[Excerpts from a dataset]
====

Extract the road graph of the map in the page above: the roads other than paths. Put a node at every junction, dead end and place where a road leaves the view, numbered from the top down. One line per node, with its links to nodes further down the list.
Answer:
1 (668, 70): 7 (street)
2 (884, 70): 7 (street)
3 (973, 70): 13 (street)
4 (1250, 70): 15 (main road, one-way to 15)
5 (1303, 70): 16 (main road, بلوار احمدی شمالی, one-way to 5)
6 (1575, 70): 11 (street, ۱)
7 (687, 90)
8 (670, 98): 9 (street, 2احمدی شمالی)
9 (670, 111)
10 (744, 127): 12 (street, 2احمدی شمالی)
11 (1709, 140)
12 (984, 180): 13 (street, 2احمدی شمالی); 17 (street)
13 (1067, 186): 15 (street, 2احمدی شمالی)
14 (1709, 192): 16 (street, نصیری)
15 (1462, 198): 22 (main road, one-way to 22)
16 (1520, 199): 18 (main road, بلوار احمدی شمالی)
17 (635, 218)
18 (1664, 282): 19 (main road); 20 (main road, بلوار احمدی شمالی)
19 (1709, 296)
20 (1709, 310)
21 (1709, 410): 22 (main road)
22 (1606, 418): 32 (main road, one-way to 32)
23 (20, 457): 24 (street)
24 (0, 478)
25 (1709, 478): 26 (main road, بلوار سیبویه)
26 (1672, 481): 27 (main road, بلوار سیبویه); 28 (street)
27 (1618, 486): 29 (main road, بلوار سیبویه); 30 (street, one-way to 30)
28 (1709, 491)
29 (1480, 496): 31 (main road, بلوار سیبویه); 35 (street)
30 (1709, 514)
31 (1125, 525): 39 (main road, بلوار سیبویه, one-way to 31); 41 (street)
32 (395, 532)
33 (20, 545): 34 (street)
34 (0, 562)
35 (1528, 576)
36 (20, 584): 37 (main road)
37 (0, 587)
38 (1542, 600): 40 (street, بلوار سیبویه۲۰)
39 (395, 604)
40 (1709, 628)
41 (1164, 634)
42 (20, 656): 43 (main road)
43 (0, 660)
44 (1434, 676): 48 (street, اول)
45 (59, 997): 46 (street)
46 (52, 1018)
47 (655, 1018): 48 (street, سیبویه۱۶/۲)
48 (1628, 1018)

====

▸ DESCRIPTION OF THE TASK
The reply should consist of one number, the count of lines above with the string "بلوار" in them.

▸ EXERCISE ANSWER
9